La querelle cessa à petit feu. La marmite investit la cuisine tandis que le chaudron alla se faire cuire bien plus qu'un œuf ailleurs. La répartition des rôles est essentielle dans une brigade en ordre de bataille, nos deux bretteurs en retinrent la leçon. La belle, trôna un temps sur une cuisinière à bois qui la régalait d'une chaleur parfaite. Hélas, le temps allait s’obscurcir pour cette pauvrette qui en fonte ou en cuivre ne pouvait rivaliser quand la cuisine se fit plus légère.

Les diététiciens, non seulement mirent le nez dans l'assiette en faisant la chasse au gras, au calorique et au goûteux mais plus encore, mirent les pieds dans le plat pour pourfendre tout ce qui pouvait être cancérigène, un épouvantail fort commode à agiter pour vendre de nouvelles cocottes. Ce fut un raz de marée dans les vaisseliers, l'inox et autres matières incertaines vinrent bouter notre marmite à l'entretien si délicat.

Elle rongea son frein, se bouchant les oreilles quand une prétentieuse pressée venait lui siffler aux poignées. Elle pensait son dernier repas arrivé, redoutant de finir en pot de fleur pour géraniums neurasthéniques quand elle eut un sursaut d’orgueil. Elle n'allait pas baisser pavillon, abandonner la partie devant cette cuisson minute. La vapeur n'attend que de la condamner, elle ne se laissera pas faire.

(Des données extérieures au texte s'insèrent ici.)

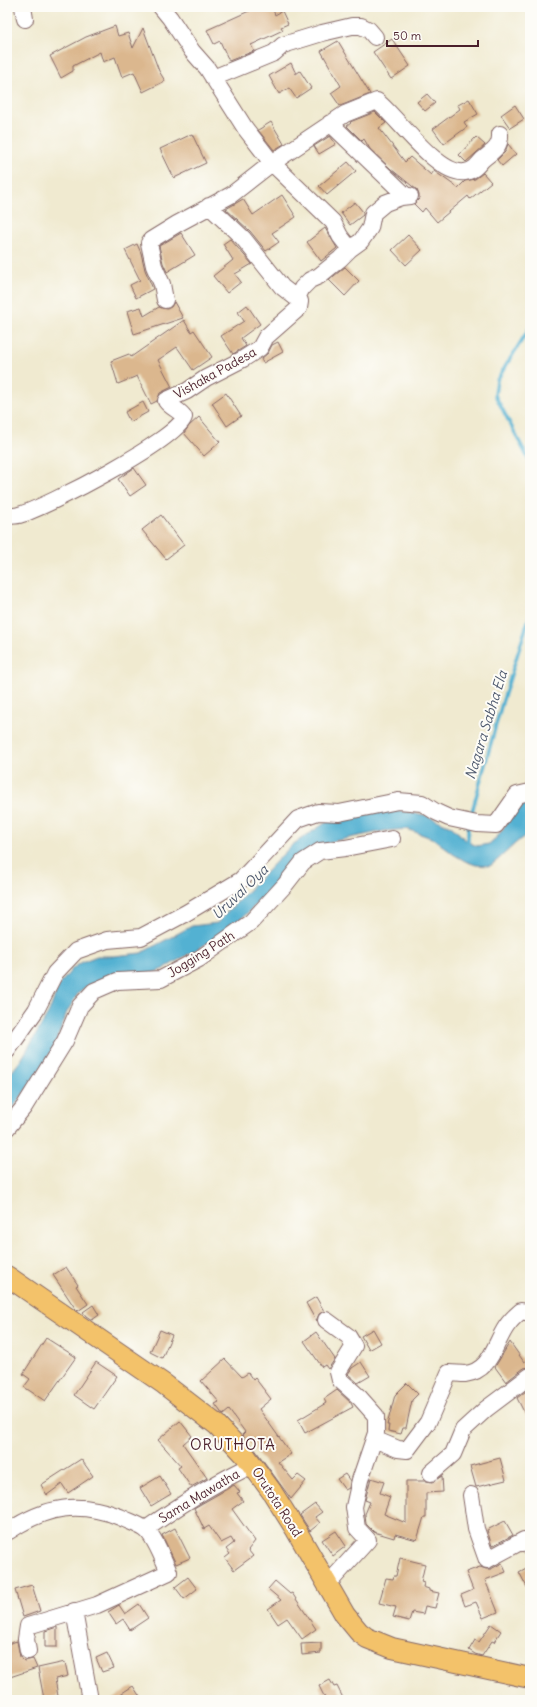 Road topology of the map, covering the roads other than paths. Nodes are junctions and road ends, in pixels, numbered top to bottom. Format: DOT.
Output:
graph roads {
  1 [pos="161,7"];
  2 [pos="375,36"];
  3 [pos="213,78"];
  4 [pos="330,123"];
  5 [pos="500,134"];
  6 [pos="272,163"];
  7 [pos="210,206"];
  8 [pos="350,249"];
  9 [pos="165,300"];
  10 [pos="300,301"];
  11 [pos="7,516"];
  12 [pos="530,792"];
  13 [pos="392,839"];
  14 [pos="7,1051"];
  15 [pos="7,1128"];
  16 [pos="7,1276"];
  17 [pos="530,1313"];
  18 [pos="326,1320"];
  19 [pos="530,1376"];
  20 [pos="374,1439"];
  21 [pos="252,1465"];
  22 [pos="431,1473"];
  23 [pos="471,1495"];
  24 [pos="146,1529"];
  25 [pos="9,1531"];
  26 [pos="530,1547"];
  27 [pos="328,1584"];
  28 [pos="74,1612"];
  29 [pos="28,1652"];
  30 [pos="530,1678"];
  31 [pos="90,1700"];
  1 -- 3 [label="street"];
  2 -- 3 [label="street"];
  3 -- 6 [label="street"];
  4 -- 5 [label="street"];
  4 -- 6 [label="street"];
  4 -- 8 [label="street, Vishaka Padesa"];
  6 -- 7 [label="street"];
  6 -- 8 [label="street"];
  7 -- 9 [label="street"];
  7 -- 10 [label="street"];
  8 -- 10 [label="street, Vishaka Padesa"];
  10 -- 11 [label="street, Vishaka Padesa"];
  12 -- 14 [label="street"];
  13 -- 15 [label="street, Jogging Path"];
  16 -- 21 [label="main road, Orutota Road"];
  17 -- 20 [label="street"];
  18 -- 20 [label="street"];
  19 -- 22 [label="street"];
  20 -- 27 [label="street"];
  21 -- 24 [label="street, Sama Mawatha"];
  21 -- 27 [label="main road, Orutota Road"];
  23 -- 26 [label="street"];
  24 -- 25 [label="street"];
  24 -- 28 [label="street"];
  27 -- 30 [label="main road, Orutota Road"];
  28 -- 29 [label="street"];
  28 -- 31 [label="street"];
}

La marmite sonna la révolte. Elle convoqua le moulin à café, le presse purée, la bouillotte, la cafetière italienne pour se lancer dans une rébellion sans quartier. Mais l'ennemi n'entendait pas baisser la garde, une machine de guerre fit son apparition, un engin capable de tout faire et même de commander sur la toile les ingrédients. Un robot, un vulgaire supplétif des humains capable d'agir et de penser à leur place. La marmite n'acceptait pas que les ustensiles ne restent pas à la place qui était la leur : des collaborateurs zélés des maîtres queux. Elle se lança à court bouillon dans la bataille, brisant la prise de l'intrus qui le raccordait au courant dominant.

Le thermomix rendit non point l'âme, il en était dépourvu, mais les armes : larmes tranchantes, coupantes, broyantes et désolantes. L'électricité ayant disjoncté à tout jamais, revint le feu de bois en dépit des interdits gouvernementaux. La marmite se reculotta, elle venait de retrouver sa dignité.